Unlike sexuality, he said, race cannot be used to deny someone rights. Race is biologically predetermined, where in the case of sexuality, “people can choose different lifestyles and no doubt they have since Sodom and Gomorrah,” he said, referring to the cities destroyed in the Bible’s Book of Genesis.
The U.S. Supreme Court is expected to address the larger issue — specifically, whether same-sex marriage in four states deserves the protection of the U.S. Constitution — later this year.
While Moore doesn’t believe the high court has the jurisdiction to redefine the definitions of family and marriage, he concedes that if the justices rule same-sex marriage is constitutionally protected, Alabama judges would have to honor the unions under the U.S. Constitution’s Supremacy Clause.
However, “I will not concur that that is a proper ruling under the Constitution of the United States,” he said, explaining his personal beliefs.
Watson and other observers believe the Monday decision by the U.S. Supreme Court is a sign of what’s to come when the high court rules on the larger issue.

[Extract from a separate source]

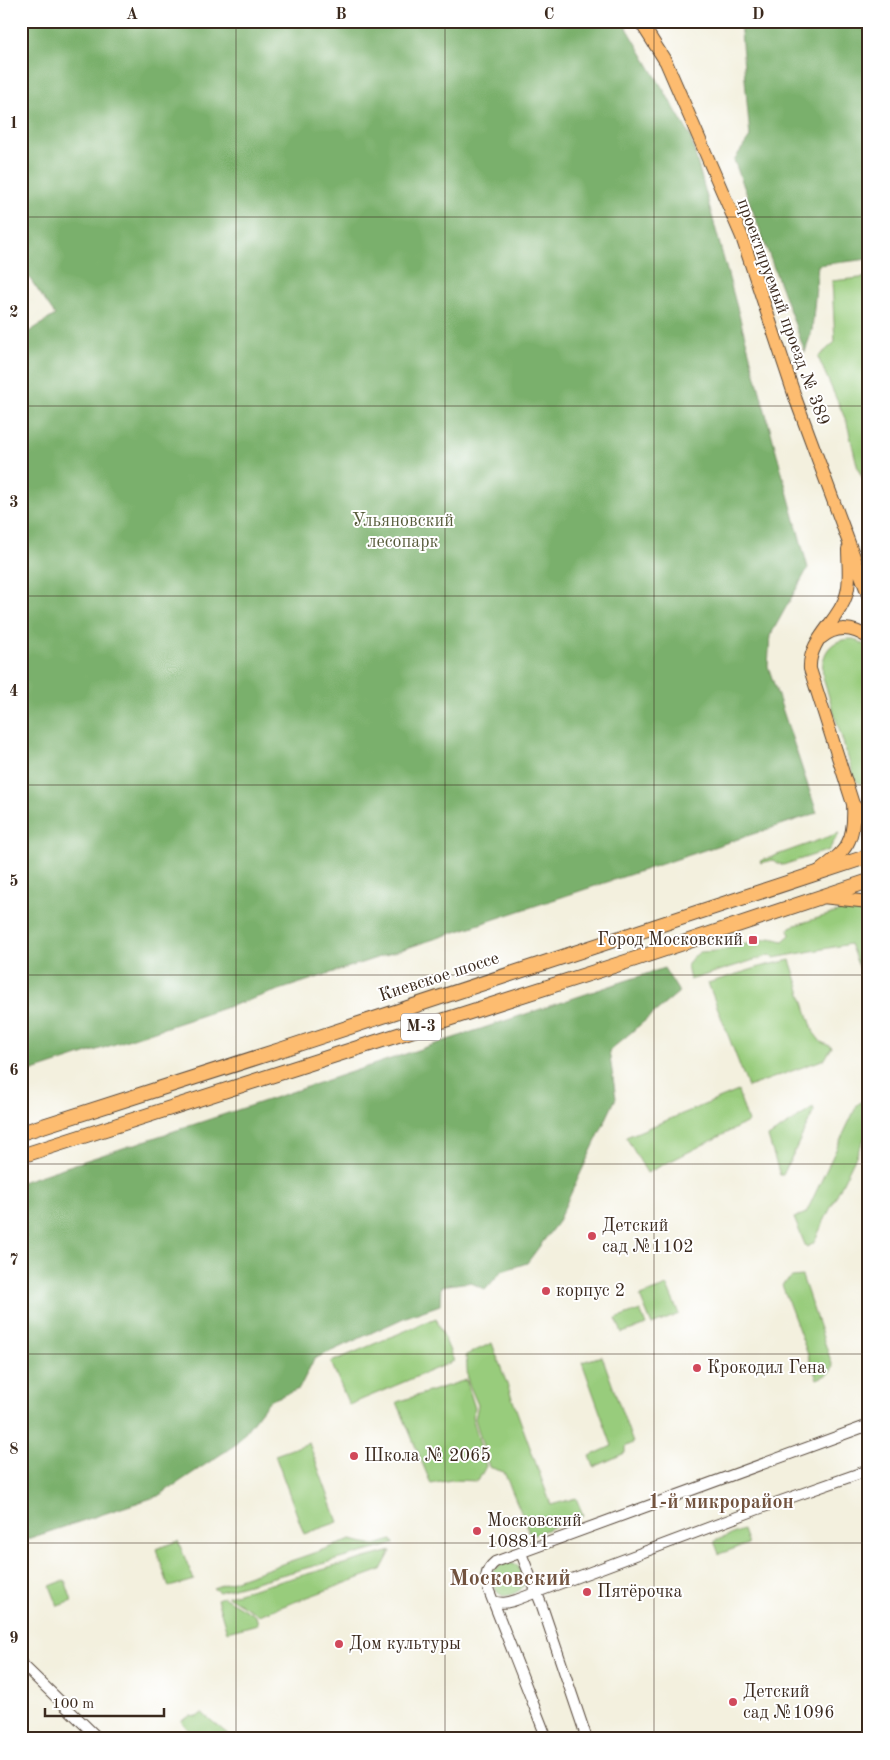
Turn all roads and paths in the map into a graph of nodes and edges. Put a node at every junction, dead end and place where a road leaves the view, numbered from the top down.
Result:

“I think that tells us something about what we might expect,” she said.
Moore doesn’t see any writing on the wall.
“I don’t think the ruling is a harbinger,” he said. “Justices (Elena) Kagan and (Ruth Bader) Ginsburg both have performed same-sex marriages. They should both be recused from this case. When you have a predisposition … you have no right to sit on the case. They’re flouting the ethical rules that apply to most judges in this country.”